* **Problem to work on**
Below are lines of data; count those containing the word "مختاری" and write nothing but the number.

Data records section start

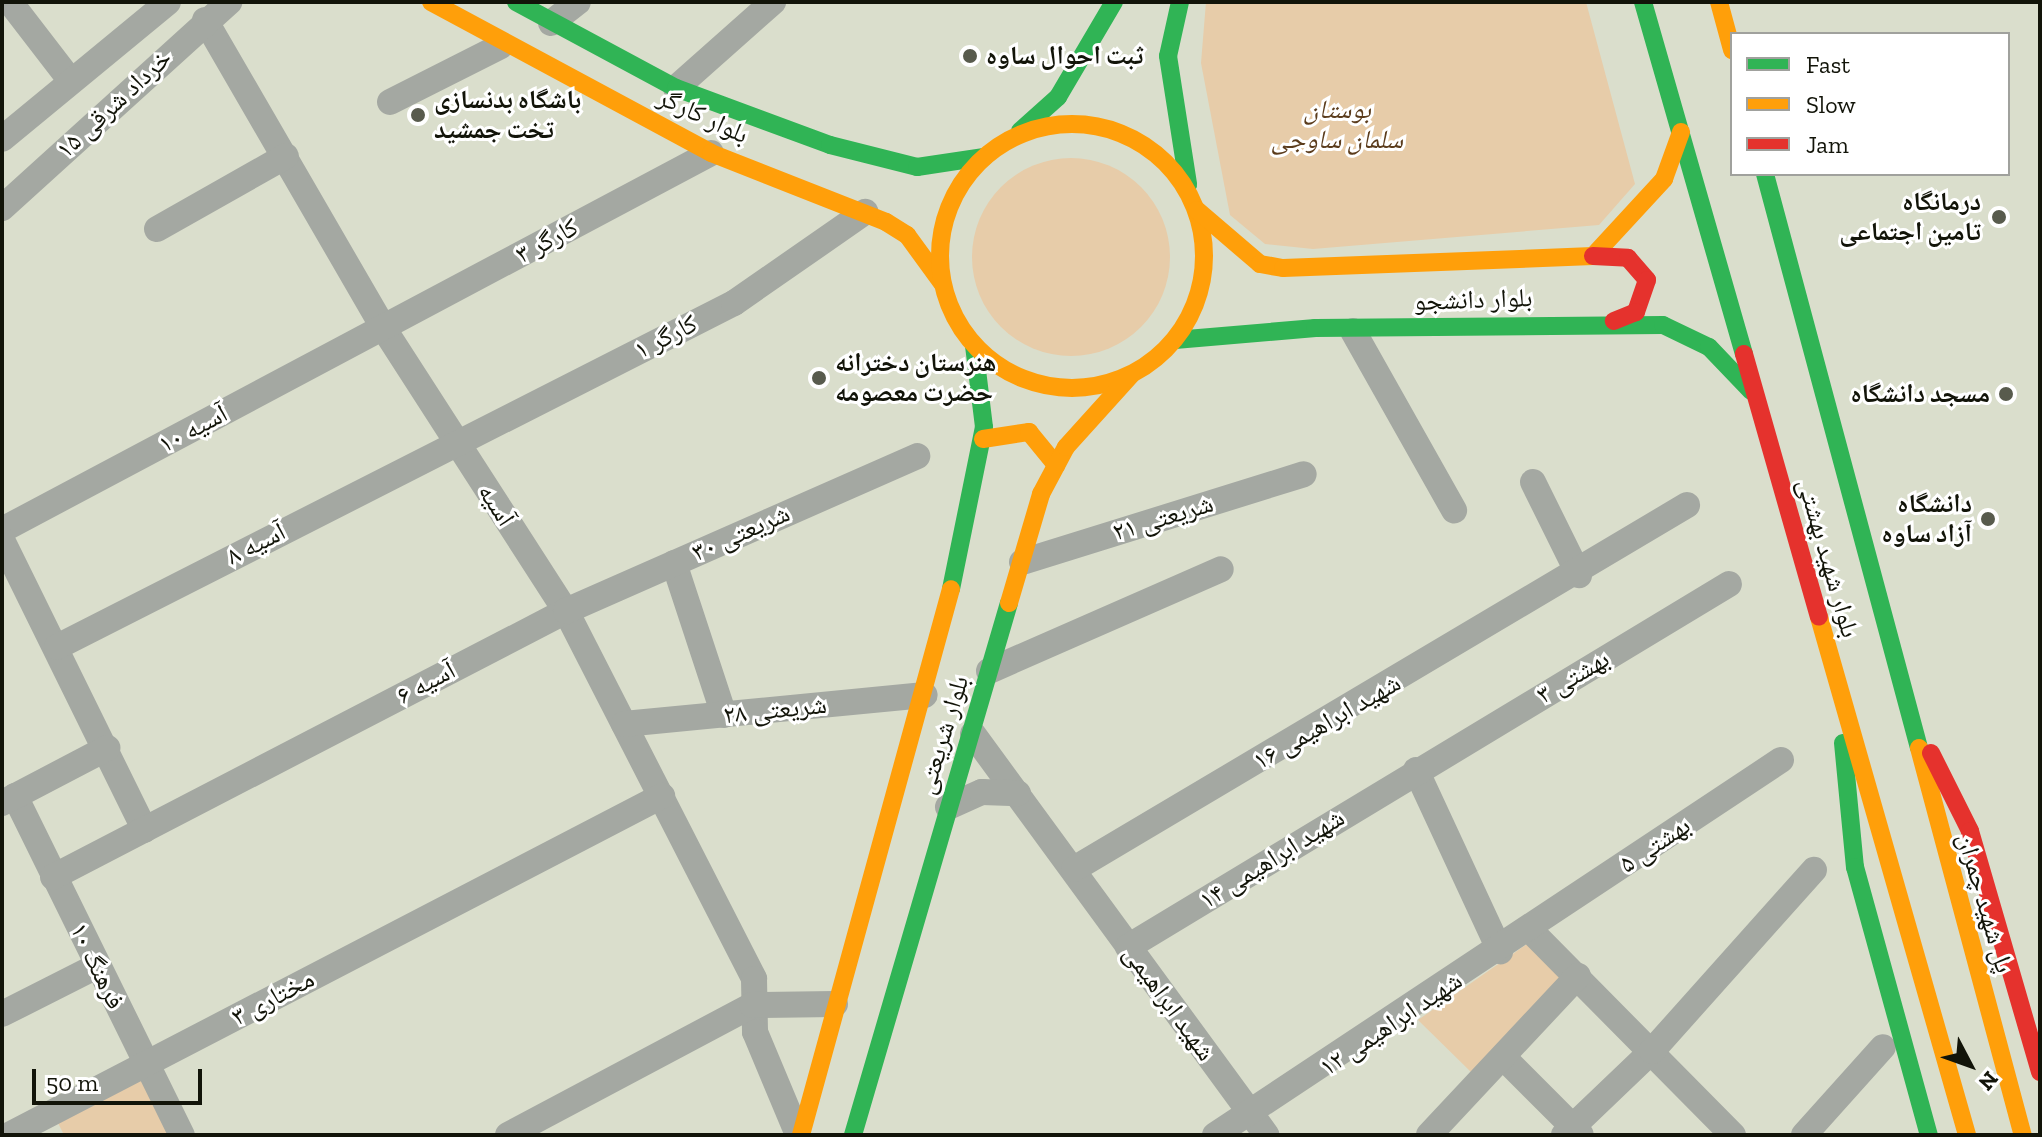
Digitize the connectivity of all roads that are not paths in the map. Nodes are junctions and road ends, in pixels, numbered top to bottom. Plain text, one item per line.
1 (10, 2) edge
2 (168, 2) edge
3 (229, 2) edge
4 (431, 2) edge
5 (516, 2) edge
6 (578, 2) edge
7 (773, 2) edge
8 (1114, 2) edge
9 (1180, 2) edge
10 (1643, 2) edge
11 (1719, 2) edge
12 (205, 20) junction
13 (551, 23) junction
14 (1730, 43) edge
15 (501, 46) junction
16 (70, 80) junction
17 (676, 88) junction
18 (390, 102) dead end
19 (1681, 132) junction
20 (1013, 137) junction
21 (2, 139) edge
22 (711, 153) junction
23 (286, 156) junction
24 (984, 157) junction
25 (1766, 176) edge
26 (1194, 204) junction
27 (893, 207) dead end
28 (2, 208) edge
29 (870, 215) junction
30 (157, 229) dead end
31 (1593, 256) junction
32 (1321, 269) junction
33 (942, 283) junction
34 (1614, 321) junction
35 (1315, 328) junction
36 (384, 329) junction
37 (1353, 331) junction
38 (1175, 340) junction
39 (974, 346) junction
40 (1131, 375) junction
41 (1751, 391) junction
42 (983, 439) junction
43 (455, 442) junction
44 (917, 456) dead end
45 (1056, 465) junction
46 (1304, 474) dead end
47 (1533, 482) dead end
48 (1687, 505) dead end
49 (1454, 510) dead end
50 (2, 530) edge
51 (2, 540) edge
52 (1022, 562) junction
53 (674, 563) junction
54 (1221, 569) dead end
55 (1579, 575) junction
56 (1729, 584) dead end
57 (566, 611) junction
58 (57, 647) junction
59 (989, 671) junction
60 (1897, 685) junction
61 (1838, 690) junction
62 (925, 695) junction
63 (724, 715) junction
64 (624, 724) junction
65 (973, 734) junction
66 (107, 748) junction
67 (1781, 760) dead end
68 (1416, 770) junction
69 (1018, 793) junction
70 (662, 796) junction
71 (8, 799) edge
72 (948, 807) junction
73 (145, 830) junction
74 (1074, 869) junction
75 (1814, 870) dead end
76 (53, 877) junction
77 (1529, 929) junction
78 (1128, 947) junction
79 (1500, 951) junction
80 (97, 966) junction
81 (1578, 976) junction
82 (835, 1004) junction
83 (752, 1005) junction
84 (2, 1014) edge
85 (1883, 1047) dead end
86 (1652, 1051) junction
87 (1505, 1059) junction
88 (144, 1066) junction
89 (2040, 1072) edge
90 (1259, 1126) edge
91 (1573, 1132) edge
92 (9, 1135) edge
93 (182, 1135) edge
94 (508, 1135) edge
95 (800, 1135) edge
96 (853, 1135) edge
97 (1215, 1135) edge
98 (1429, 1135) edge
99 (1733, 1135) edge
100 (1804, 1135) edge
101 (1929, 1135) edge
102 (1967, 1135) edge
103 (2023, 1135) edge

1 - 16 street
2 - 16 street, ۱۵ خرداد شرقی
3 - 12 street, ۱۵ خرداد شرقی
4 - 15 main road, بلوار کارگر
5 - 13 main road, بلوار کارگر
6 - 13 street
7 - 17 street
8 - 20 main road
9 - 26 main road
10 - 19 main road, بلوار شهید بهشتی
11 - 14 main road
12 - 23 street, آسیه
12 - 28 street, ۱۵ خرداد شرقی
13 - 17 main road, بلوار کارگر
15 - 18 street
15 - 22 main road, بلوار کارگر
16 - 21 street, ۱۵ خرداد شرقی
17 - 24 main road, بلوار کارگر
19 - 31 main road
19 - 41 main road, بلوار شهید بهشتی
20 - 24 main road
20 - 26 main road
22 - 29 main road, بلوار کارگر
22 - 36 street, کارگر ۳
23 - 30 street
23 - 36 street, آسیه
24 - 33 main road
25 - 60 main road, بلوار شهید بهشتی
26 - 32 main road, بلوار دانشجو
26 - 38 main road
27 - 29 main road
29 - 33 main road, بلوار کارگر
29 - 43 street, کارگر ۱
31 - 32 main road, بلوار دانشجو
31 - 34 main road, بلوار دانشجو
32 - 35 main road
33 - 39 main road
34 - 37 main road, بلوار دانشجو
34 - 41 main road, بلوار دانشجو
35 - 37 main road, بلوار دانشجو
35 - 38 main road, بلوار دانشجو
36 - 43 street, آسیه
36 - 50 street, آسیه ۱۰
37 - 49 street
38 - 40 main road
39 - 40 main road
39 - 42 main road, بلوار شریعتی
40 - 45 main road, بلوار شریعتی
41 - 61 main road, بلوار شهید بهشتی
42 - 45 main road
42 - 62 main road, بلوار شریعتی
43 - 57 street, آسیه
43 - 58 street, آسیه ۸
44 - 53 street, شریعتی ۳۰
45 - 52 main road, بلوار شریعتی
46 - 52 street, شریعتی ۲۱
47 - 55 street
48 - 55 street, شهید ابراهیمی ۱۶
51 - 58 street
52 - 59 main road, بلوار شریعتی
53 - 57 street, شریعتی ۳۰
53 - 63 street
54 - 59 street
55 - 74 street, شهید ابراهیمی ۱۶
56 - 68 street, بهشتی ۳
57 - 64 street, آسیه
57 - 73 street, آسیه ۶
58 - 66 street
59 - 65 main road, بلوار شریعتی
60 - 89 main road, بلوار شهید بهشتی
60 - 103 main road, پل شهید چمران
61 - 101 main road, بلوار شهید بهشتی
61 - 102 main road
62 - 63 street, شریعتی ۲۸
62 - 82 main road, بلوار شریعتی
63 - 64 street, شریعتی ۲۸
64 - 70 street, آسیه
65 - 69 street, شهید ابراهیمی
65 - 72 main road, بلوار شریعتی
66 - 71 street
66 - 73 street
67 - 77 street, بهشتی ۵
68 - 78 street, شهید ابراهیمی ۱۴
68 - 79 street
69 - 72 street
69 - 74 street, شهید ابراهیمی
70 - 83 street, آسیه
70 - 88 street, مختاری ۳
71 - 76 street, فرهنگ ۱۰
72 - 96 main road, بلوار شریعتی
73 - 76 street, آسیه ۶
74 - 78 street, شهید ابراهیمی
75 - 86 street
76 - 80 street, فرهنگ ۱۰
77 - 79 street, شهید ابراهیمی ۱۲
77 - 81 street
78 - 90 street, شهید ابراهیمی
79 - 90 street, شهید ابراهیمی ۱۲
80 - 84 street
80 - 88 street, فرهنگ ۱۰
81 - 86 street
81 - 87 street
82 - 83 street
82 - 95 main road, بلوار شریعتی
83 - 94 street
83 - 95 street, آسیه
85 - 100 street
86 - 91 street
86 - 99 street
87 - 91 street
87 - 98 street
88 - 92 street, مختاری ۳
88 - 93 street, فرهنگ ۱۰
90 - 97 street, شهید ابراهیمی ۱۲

Data records section end

* **Solution to the exercise**
2